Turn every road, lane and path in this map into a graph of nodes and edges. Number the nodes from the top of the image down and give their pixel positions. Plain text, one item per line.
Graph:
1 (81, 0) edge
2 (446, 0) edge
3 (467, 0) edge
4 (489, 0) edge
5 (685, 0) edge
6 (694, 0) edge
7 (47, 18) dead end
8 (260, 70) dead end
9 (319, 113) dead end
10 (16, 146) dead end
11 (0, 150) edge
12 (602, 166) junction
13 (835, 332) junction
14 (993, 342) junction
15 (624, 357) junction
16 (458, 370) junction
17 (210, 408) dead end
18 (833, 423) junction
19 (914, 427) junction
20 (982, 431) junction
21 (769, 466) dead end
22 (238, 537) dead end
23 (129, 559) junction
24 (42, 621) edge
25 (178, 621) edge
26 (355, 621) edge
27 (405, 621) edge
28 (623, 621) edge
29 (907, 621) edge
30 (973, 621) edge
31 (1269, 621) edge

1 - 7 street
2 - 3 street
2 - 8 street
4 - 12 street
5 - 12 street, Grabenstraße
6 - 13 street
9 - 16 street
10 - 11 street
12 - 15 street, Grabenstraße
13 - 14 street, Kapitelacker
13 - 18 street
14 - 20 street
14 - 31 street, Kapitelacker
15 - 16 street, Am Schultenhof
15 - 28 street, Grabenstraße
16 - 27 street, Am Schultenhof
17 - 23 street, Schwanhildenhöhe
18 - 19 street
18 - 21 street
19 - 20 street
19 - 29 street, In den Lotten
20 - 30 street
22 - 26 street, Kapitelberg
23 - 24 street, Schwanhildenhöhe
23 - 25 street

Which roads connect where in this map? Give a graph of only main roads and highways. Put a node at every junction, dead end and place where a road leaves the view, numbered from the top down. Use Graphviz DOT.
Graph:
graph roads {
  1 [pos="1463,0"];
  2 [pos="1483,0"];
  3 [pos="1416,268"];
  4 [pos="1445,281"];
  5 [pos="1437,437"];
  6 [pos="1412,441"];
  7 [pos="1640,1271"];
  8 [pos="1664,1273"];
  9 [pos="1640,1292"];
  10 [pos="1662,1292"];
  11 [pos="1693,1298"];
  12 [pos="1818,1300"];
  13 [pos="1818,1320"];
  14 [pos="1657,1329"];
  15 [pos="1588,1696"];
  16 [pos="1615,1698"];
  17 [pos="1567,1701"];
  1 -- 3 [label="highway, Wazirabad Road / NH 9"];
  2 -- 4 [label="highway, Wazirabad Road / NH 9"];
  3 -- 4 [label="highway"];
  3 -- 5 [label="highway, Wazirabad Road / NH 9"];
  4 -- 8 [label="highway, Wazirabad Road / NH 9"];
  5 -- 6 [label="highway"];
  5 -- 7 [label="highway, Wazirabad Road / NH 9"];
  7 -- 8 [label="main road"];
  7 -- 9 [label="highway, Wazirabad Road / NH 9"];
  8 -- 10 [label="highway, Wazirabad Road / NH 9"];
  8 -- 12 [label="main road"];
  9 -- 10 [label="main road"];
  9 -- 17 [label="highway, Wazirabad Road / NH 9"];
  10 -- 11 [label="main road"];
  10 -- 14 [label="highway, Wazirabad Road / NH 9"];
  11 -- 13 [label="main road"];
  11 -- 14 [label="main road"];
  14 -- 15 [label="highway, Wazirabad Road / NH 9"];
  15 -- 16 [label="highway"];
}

▸ TASK TO COMPLETE
Give back every entry above, complete and exact.

▸ SOLUTION TO THIS EXERCISE
Turn every road, lane and path in this map into a graph of nodes and edges. Number the nodes from the top of the image down and give their pixel positions. Plain text, one item per line.
Graph:
1 (81, 0) edge
2 (446, 0) edge
3 (467, 0) edge
4 (489, 0) edge
5 (685, 0) edge
6 (694, 0) edge
7 (47, 18) dead end
8 (260, 70) dead end
9 (319, 113) dead end
10 (16, 146) dead end
11 (0, 150) edge
12 (602, 166) junction
13 (835, 332) junction
14 (993, 342) junction
15 (624, 357) junction
16 (458, 370) junction
17 (210, 408) dead end
18 (833, 423) junction
19 (914, 427) junction
20 (982, 431) junction
21 (769, 466) dead end
22 (238, 537) dead end
23 (129, 559) junction
24 (42, 621) edge
25 (178, 621) edge
26 (355, 621) edge
27 (405, 621) edge
28 (623, 621) edge
29 (907, 621) edge
30 (973, 621) edge
31 (1269, 621) edge

1 - 7 street
2 - 3 street
2 - 8 street
4 - 12 street
5 - 12 street, Grabenstraße
6 - 13 street
9 - 16 street
10 - 11 street
12 - 15 street, Grabenstraße
13 - 14 street, Kapitelacker
13 - 18 street
14 - 20 street
14 - 31 street, Kapitelacker
15 - 16 street, Am Schultenhof
15 - 28 street, Grabenstraße
16 - 27 street, Am Schultenhof
17 - 23 street, Schwanhildenhöhe
18 - 19 street
18 - 21 street
19 - 20 street
19 - 29 street, In den Lotten
20 - 30 street
22 - 26 street, Kapitelberg
23 - 24 street, Schwanhildenhöhe
23 - 25 street

Which roads connect where in this map? Give a graph of only main roads and highways. Put a node at every junction, dead end and place where a road leaves the view, numbered from the top down. Use Graphviz DOT.
Graph:
graph roads {
  1 [pos="1463,0"];
  2 [pos="1483,0"];
  3 [pos="1416,268"];
  4 [pos="1445,281"];
  5 [pos="1437,437"];
  6 [pos="1412,441"];
  7 [pos="1640,1271"];
  8 [pos="1664,1273"];
  9 [pos="1640,1292"];
  10 [pos="1662,1292"];
  11 [pos="1693,1298"];
  12 [pos="1818,1300"];
  13 [pos="1818,1320"];
  14 [pos="1657,1329"];
  15 [pos="1588,1696"];
  16 [pos="1615,1698"];
  17 [pos="1567,1701"];
  1 -- 3 [label="highway, Wazirabad Road / NH 9"];
  2 -- 4 [label="highway, Wazirabad Road / NH 9"];
  3 -- 4 [label="highway"];
  3 -- 5 [label="highway, Wazirabad Road / NH 9"];
  4 -- 8 [label="highway, Wazirabad Road / NH 9"];
  5 -- 6 [label="highway"];
  5 -- 7 [label="highway, Wazirabad Road / NH 9"];
  7 -- 8 [label="main road"];
  7 -- 9 [label="highway, Wazirabad Road / NH 9"];
  8 -- 10 [label="highway, Wazirabad Road / NH 9"];
  8 -- 12 [label="main road"];
  9 -- 10 [label="main road"];
  9 -- 17 [label="highway, Wazirabad Road / NH 9"];
  10 -- 11 [label="main road"];
  10 -- 14 [label="highway, Wazirabad Road / NH 9"];
  11 -- 13 [label="main road"];
  11 -- 14 [label="main road"];
  14 -- 15 [label="highway, Wazirabad Road / NH 9"];
  15 -- 16 [label="highway"];
}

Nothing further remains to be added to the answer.